Learn to fight fair
The cliché that ‘no relationship is perfect’ and that ‘conflict is inevitable’ may be true, but perhaps you’re having more than your fair share of confrontations? Do you wonder if your arguments reflect a troubled or doomed relationship?
While disagreements may be inevitable, they can enhance and even strengthen a relationship. The outcome of conflict is determined by your attitude and actions. How best to handle differences of opinion and conflict in a relationship is perhaps the number one reason couples seek professional help. However, with a little work, love, cooperation and patience many couples can learn to fight fair.
Here is a short list of some ways to ensure that your disagreements don’t push your relationship over the deep end:
Respectfully voice your opinion and consider the others. Be open to seriously consider your partner’s thoughts on the issue. Avoid dominating the conversation – loud and brass rambling won’t make you right, no matter how good you are at subduing your partner. You may succeed in intimidating your partner into submission, but that will only serve to put a distance between the two of you.
Another tactic to avoid is diversion. Moving the conversation off-topic just adds fuel to the fire and will make it difficult, if not impossible, to deal with the actual problem. Keeping to the subject at hand will help you both learn to compromise and respect your differences.

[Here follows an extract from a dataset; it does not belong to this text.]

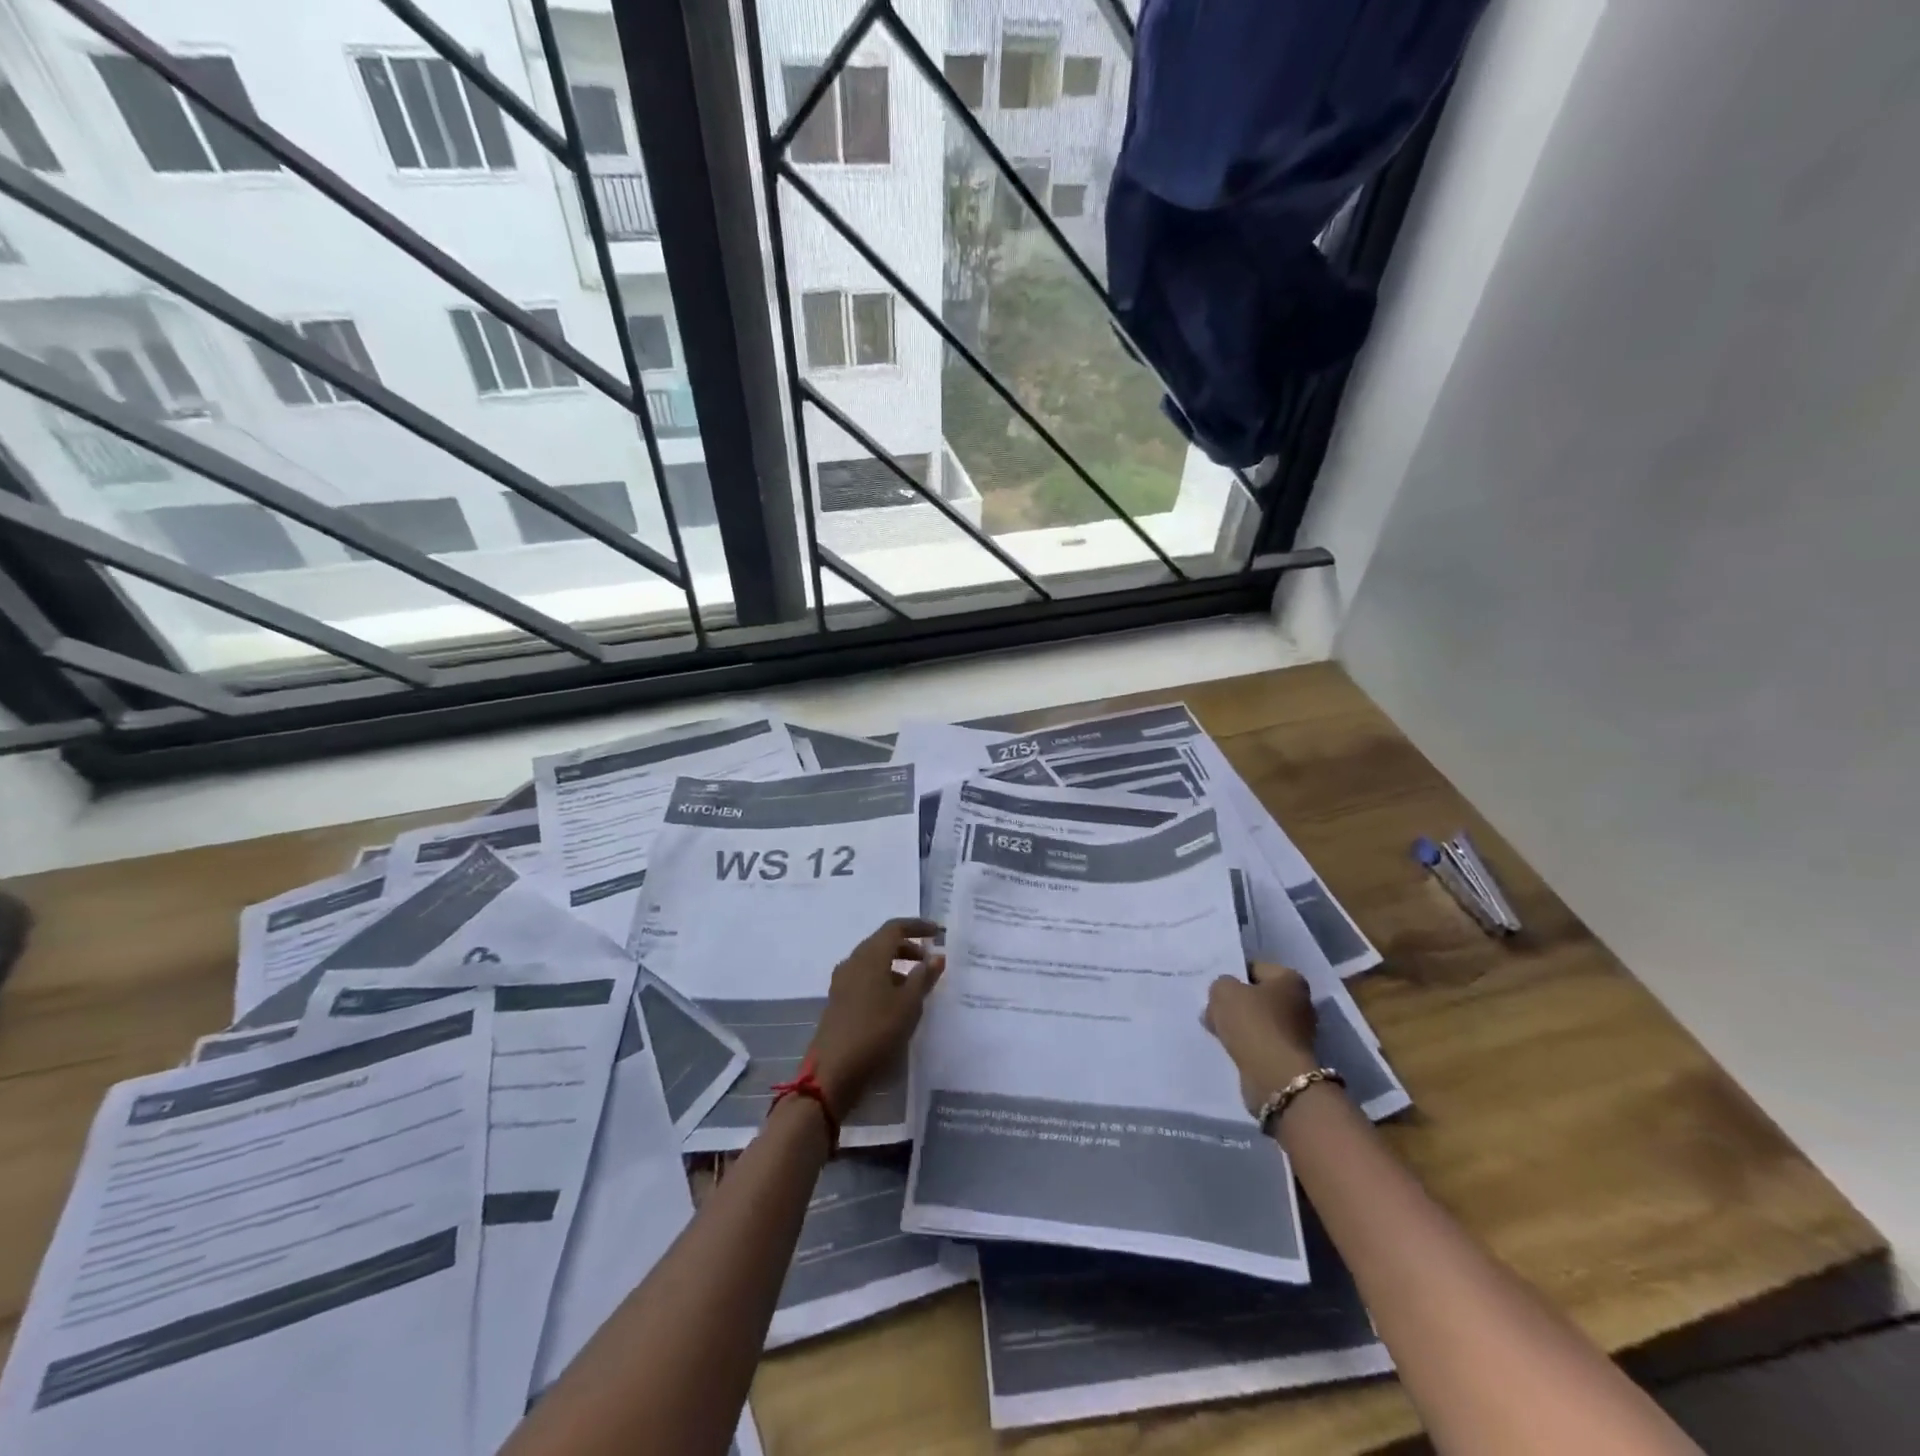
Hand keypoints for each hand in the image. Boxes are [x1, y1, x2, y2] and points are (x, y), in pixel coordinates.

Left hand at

No trash talking. Remembering every minor infraction and throwing it into the mix of a contentious situation will only serve to make matters worse. Bringing up irrelevant past issues will only show your mean-spiritedness; trust will be compromised and intimacy will suffer. Healthy disagreements will never leave one partner victorious while the other is destroyed.

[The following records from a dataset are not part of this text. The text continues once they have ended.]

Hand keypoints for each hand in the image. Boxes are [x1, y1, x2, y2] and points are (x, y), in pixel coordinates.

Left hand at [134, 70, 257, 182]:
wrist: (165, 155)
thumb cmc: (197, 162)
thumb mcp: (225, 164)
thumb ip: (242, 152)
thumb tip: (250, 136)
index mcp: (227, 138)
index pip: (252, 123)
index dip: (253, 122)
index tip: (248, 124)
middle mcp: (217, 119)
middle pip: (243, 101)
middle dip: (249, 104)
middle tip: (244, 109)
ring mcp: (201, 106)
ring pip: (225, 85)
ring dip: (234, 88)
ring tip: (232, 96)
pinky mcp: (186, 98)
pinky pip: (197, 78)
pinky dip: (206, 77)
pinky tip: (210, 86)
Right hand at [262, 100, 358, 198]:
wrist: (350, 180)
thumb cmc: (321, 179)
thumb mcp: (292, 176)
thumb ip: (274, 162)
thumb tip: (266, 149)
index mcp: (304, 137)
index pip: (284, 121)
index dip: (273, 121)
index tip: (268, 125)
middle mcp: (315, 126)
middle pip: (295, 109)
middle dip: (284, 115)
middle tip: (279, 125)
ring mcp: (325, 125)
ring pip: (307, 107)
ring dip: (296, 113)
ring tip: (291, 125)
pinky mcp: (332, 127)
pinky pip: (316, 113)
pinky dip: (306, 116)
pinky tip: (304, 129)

No name calling. Derogatory name-calling is a tactic of intimidation that conveys the message that you and your partner are not equals. It sends the message that you think your partner is inferior. This negative attitude will destroy the trust that is so vital to a healthy relationship.
No threats or tantrums. Angry accusations, yelling and screaming are fatal to any relationship. If you’re unable deal respectfully with your partner, chances are the relationship won’t last. It is essential that you learn the skills necessary to negotiate a compromise and ask their forgiveness.
Don’t play the blame game. Accept responsibility for your part in any disagreement. People who look to place the blame elsewhere are showing signs of immaturity. You may think that using a scapegoat to excuse your behavior will cover your guilt, but you will just be fooling yourself. Truth always comes out in the end, so you might as well admit to the truth and accept the consequences of your actions.
Never inflict pain. It should go without saying that physical assault and infliction of pain is an immediate deal breaker. No one should ever tolerate an abusive relationship of any kind. Fear and distrust will result in boundaries that will eliminate any chance for intimacy.
Admit when you’re wrong. Any argument will gain steam when both parties deny any responsibility for the disagreement. This doesn’t mean that you shouldn’t accept and respect each others differences, but someone needs to accept responsibility if a disagreement turns into an angry confrontation. When asked a direct question, answer without judgment or defensiveness. Never say ‘never’ or ‘always’. Using definitive terms that label or generalize will only bring on a more heated argument and move you away from the true issue. For example: “You never listen to me.”
Avoiding a difficult issue at the expense of your partner won’t be much of a prize if you destroy your relationship in the process. And always seek professional help if conflict becomes more than an occasional occurrence.